━━━━━ DATA RECORDS

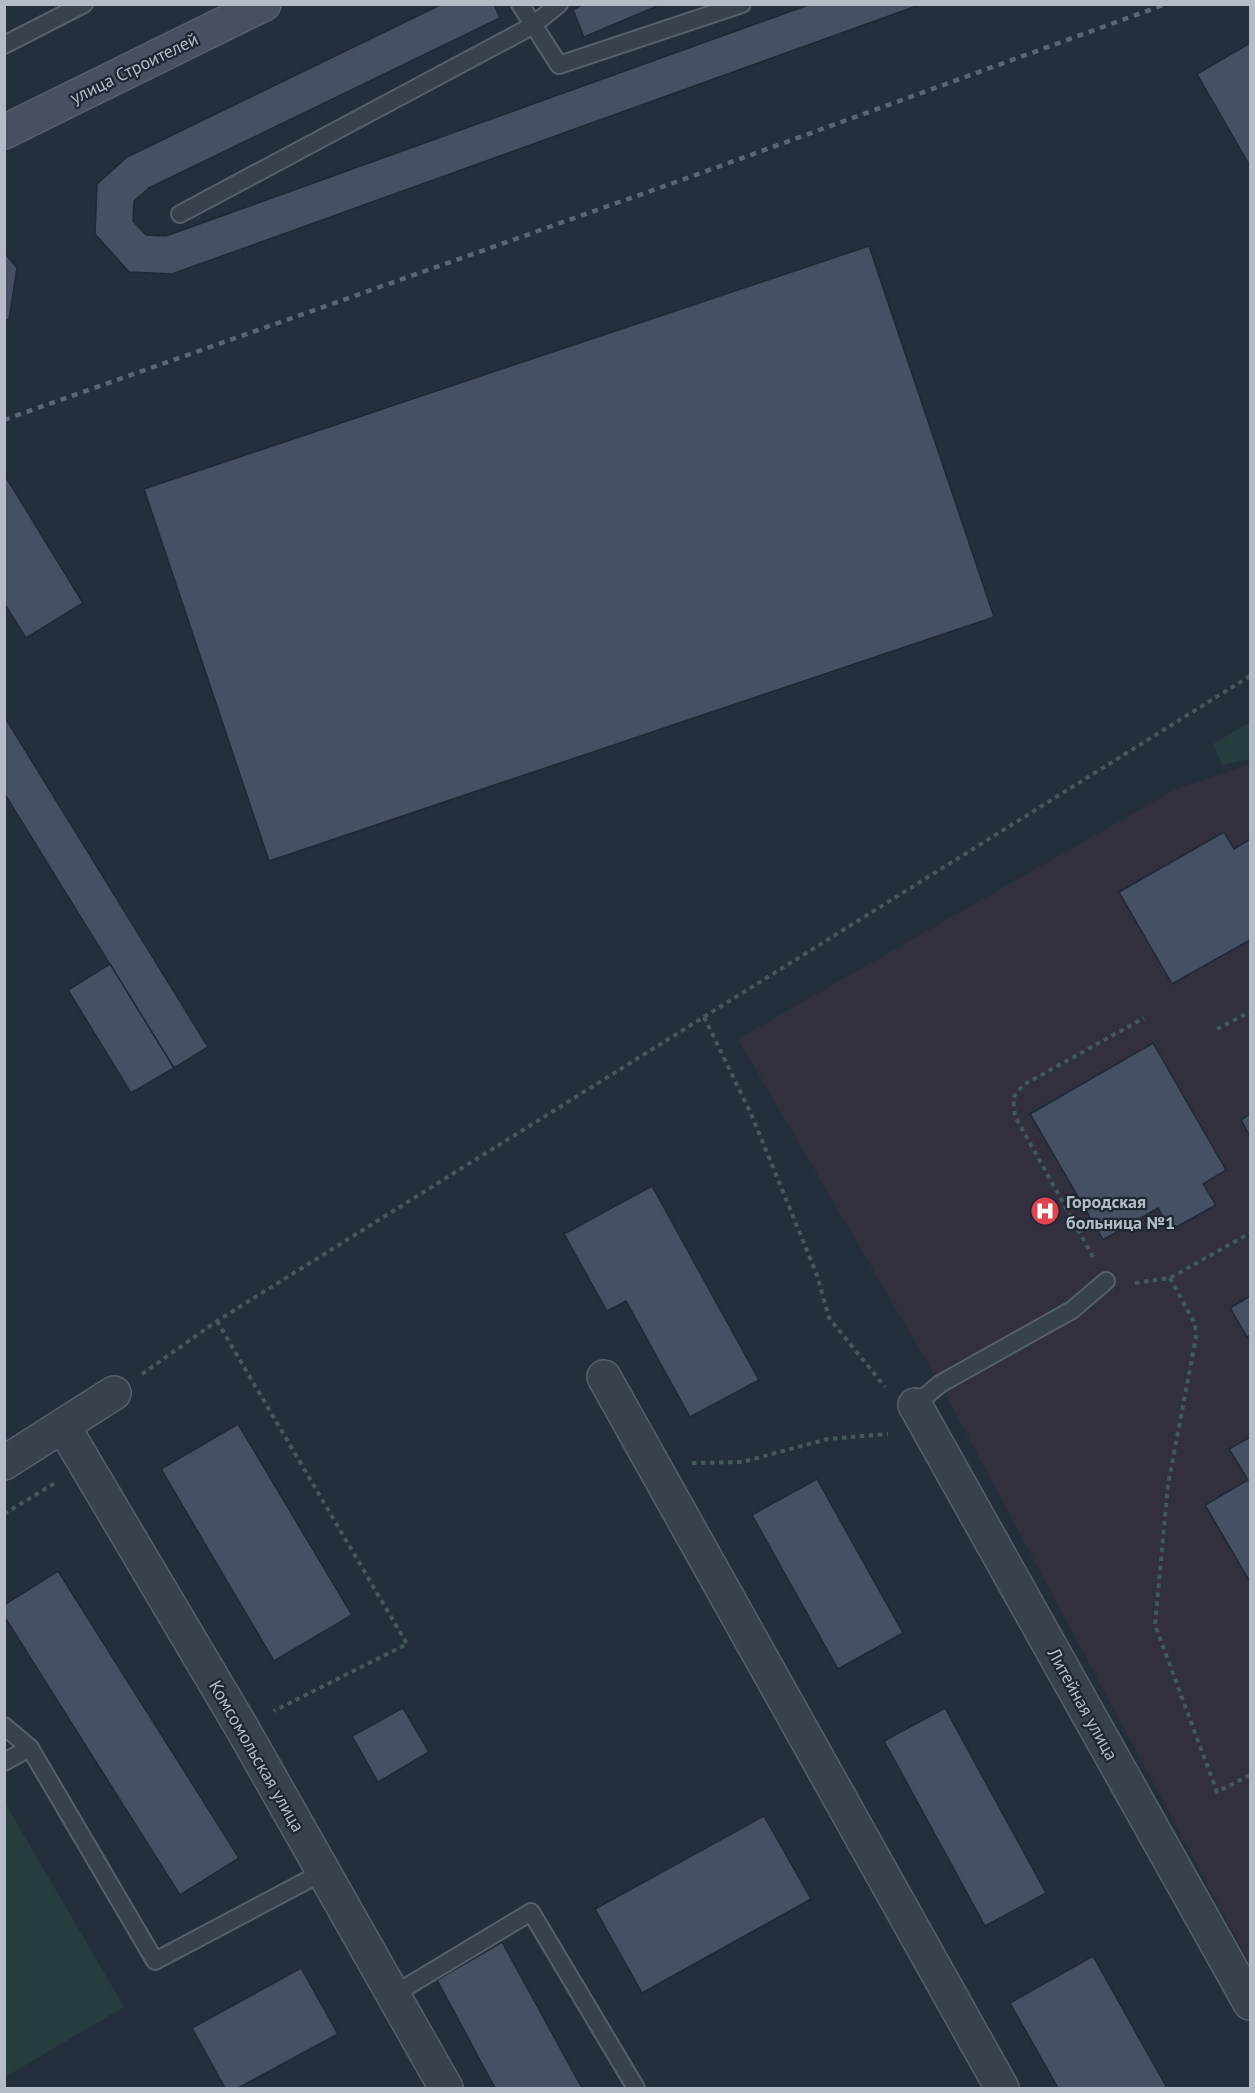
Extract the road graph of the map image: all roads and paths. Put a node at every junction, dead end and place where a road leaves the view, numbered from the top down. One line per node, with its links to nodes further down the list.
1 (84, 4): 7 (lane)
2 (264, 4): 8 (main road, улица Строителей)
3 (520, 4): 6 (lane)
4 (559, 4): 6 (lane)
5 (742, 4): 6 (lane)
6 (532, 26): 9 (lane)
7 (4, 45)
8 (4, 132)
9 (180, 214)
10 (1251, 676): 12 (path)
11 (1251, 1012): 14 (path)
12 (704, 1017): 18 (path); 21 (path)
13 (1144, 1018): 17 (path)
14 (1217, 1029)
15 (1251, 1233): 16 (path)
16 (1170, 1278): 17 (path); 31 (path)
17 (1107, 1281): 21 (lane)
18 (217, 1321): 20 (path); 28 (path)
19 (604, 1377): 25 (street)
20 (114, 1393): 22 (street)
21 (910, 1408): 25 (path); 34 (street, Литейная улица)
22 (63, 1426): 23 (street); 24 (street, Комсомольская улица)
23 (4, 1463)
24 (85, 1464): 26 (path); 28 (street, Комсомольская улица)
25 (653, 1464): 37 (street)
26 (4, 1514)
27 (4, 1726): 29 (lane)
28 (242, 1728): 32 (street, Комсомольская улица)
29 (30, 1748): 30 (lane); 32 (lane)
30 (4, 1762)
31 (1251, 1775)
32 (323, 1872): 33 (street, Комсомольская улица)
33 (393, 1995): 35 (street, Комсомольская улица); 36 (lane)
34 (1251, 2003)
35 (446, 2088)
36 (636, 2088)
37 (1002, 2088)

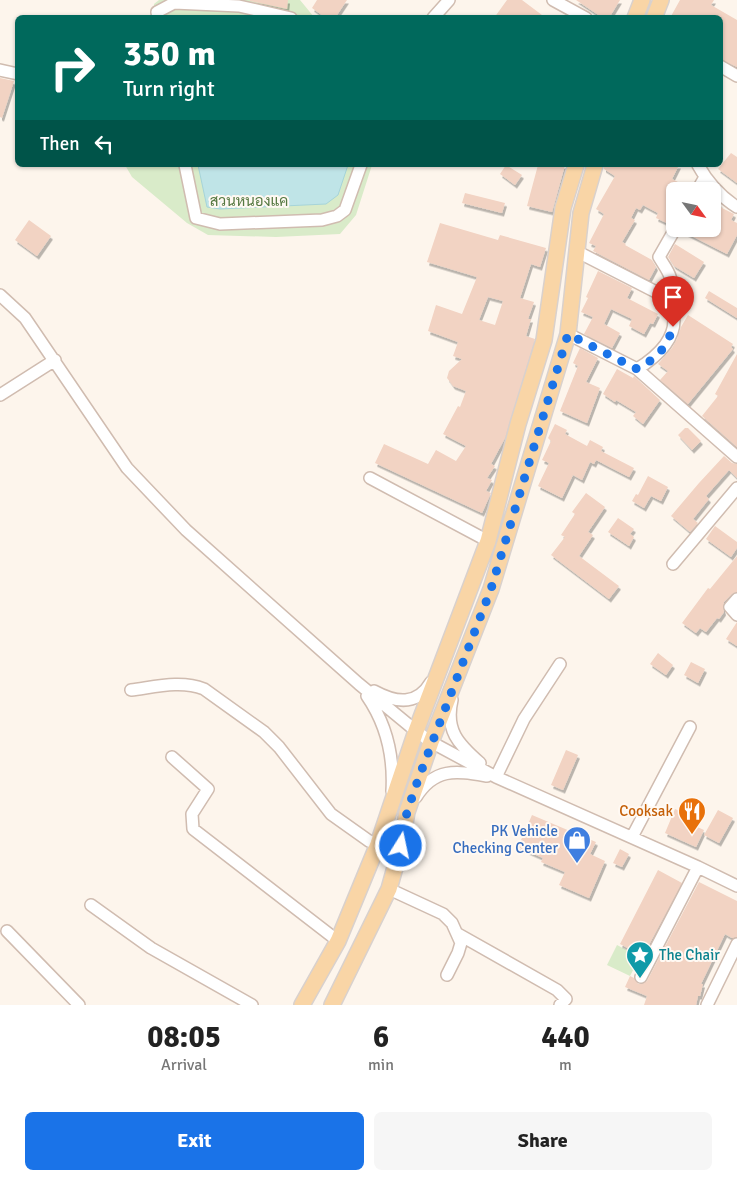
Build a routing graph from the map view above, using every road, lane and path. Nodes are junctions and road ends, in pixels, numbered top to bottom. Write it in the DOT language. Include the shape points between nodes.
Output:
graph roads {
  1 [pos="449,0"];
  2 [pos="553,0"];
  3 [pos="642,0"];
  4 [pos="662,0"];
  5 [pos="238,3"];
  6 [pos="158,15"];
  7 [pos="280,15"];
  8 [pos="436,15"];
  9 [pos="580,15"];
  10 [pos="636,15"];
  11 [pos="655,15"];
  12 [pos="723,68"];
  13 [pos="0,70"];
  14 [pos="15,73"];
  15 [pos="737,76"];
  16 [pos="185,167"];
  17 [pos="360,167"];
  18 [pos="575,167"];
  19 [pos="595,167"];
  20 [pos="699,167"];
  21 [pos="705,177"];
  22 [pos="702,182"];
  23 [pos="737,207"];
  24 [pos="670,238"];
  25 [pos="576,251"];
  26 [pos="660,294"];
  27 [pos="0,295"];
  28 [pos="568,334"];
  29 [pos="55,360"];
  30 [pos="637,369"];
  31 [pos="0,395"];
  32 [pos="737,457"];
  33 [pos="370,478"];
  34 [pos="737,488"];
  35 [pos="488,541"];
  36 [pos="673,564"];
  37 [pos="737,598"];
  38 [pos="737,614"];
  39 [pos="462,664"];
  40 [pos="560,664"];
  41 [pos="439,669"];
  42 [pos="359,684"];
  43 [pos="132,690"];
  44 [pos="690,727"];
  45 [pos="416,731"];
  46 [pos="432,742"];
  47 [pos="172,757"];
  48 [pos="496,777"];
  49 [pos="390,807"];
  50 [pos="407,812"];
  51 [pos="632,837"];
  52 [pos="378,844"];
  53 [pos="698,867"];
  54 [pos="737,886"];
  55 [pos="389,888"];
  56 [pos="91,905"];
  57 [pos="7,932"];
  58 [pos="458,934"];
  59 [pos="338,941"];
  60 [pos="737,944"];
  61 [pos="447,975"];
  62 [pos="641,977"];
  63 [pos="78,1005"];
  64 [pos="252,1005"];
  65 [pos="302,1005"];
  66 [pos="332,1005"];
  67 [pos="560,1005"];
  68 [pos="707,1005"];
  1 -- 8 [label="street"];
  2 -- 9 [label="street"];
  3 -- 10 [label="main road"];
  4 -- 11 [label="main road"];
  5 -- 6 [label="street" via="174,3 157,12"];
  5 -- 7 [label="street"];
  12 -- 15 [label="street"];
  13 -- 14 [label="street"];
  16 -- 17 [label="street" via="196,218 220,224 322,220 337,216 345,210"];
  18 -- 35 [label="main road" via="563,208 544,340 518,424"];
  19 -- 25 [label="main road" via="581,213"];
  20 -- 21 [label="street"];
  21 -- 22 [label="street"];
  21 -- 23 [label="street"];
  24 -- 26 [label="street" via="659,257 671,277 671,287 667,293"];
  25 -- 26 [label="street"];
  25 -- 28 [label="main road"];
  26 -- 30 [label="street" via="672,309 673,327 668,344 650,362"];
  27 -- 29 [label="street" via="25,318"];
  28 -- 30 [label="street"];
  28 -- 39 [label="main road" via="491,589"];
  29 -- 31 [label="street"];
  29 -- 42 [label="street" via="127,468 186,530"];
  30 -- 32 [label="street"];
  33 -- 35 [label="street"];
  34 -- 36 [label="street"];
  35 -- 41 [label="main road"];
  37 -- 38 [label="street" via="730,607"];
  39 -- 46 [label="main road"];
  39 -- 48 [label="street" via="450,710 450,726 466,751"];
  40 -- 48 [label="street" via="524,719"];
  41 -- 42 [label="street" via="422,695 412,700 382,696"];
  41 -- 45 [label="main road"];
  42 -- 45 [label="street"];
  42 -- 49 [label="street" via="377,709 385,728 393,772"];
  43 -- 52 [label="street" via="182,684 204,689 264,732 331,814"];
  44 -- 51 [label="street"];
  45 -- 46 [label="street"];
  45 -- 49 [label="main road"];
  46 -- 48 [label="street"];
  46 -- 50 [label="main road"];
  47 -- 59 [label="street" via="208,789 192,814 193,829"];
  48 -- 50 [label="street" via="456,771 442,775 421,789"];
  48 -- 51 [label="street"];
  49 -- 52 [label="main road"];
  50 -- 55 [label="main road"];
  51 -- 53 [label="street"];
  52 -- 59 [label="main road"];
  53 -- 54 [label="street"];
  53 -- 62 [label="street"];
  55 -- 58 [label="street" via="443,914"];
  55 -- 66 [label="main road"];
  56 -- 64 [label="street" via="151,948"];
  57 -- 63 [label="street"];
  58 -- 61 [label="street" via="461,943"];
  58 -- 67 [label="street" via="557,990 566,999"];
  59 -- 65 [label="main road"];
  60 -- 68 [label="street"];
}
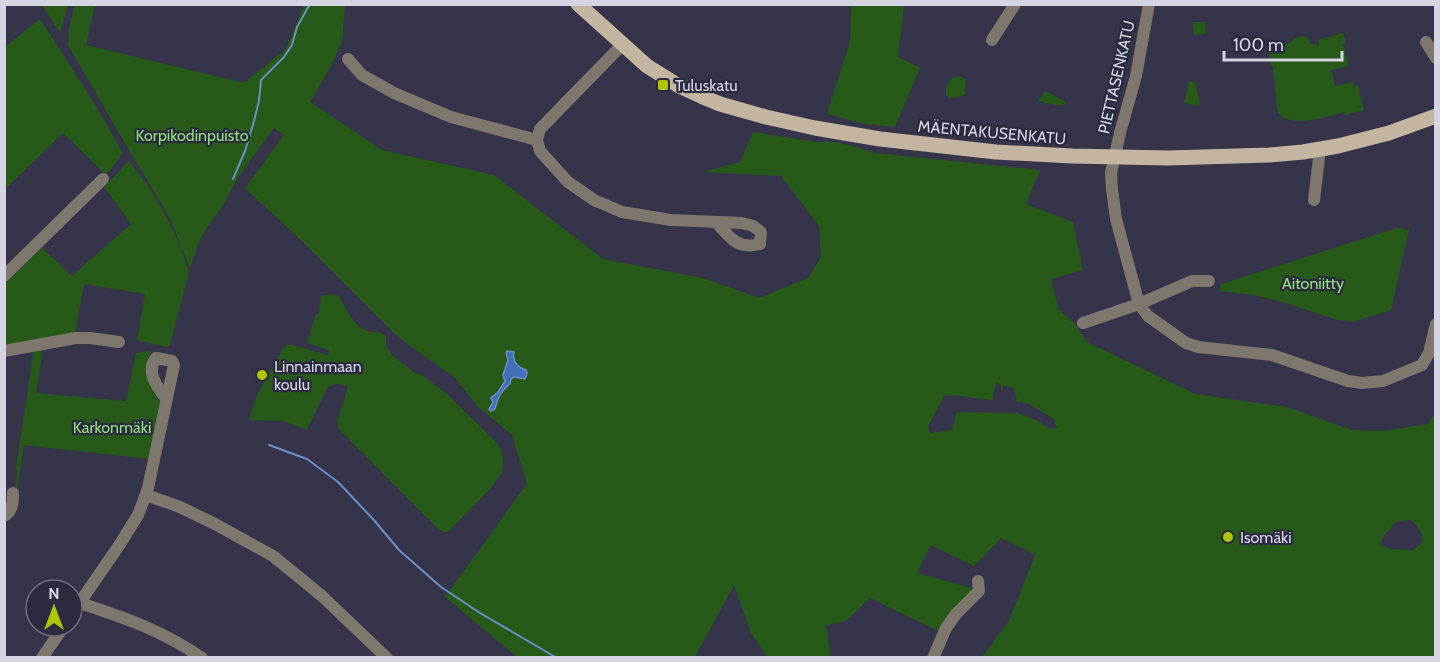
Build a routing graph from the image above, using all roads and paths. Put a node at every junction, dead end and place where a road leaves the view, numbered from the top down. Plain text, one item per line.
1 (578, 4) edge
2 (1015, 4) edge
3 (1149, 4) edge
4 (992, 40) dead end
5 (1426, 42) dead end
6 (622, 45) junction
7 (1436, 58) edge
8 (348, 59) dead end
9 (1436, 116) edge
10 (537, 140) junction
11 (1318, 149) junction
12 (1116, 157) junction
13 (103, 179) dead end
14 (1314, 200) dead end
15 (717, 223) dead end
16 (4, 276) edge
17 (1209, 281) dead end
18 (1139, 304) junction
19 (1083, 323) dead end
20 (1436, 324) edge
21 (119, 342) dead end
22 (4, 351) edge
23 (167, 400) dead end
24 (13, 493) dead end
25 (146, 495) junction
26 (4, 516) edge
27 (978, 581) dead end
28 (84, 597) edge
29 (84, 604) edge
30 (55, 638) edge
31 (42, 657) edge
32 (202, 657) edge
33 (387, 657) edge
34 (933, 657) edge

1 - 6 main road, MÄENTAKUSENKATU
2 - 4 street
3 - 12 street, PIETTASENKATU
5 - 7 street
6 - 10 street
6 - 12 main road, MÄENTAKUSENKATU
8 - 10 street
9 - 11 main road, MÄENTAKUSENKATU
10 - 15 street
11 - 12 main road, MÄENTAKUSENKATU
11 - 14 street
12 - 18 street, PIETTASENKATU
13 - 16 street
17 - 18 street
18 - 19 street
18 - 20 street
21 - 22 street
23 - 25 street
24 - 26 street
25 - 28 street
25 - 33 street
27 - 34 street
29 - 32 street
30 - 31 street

━━━━━━━━━━

> [HOW TO COMPLETE THIS TASK] Once the line with "Build a routing graph from the image" is found, write out that line and every one after it through the last line of the records, exactly and with nothing else.

> [YOUR SOLUTION]
Build a routing graph from the image above, using all roads and paths. Put a node at every junction, dead end and place where a road leaves the view, numbered from the top down. Plain text, one item per line.
1 (578, 4) edge
2 (1015, 4) edge
3 (1149, 4) edge
4 (992, 40) dead end
5 (1426, 42) dead end
6 (622, 45) junction
7 (1436, 58) edge
8 (348, 59) dead end
9 (1436, 116) edge
10 (537, 140) junction
11 (1318, 149) junction
12 (1116, 157) junction
13 (103, 179) dead end
14 (1314, 200) dead end
15 (717, 223) dead end
16 (4, 276) edge
17 (1209, 281) dead end
18 (1139, 304) junction
19 (1083, 323) dead end
20 (1436, 324) edge
21 (119, 342) dead end
22 (4, 351) edge
23 (167, 400) dead end
24 (13, 493) dead end
25 (146, 495) junction
26 (4, 516) edge
27 (978, 581) dead end
28 (84, 597) edge
29 (84, 604) edge
30 (55, 638) edge
31 (42, 657) edge
32 (202, 657) edge
33 (387, 657) edge
34 (933, 657) edge

1 - 6 main road, MÄENTAKUSENKATU
2 - 4 street
3 - 12 street, PIETTASENKATU
5 - 7 street
6 - 10 street
6 - 12 main road, MÄENTAKUSENKATU
8 - 10 street
9 - 11 main road, MÄENTAKUSENKATU
10 - 15 street
11 - 12 main road, MÄENTAKUSENKATU
11 - 14 street
12 - 18 street, PIETTASENKATU
13 - 16 street
17 - 18 street
18 - 19 street
18 - 20 street
21 - 22 street
23 - 25 street
24 - 26 street
25 - 28 street
25 - 33 street
27 - 34 street
29 - 32 street
30 - 31 street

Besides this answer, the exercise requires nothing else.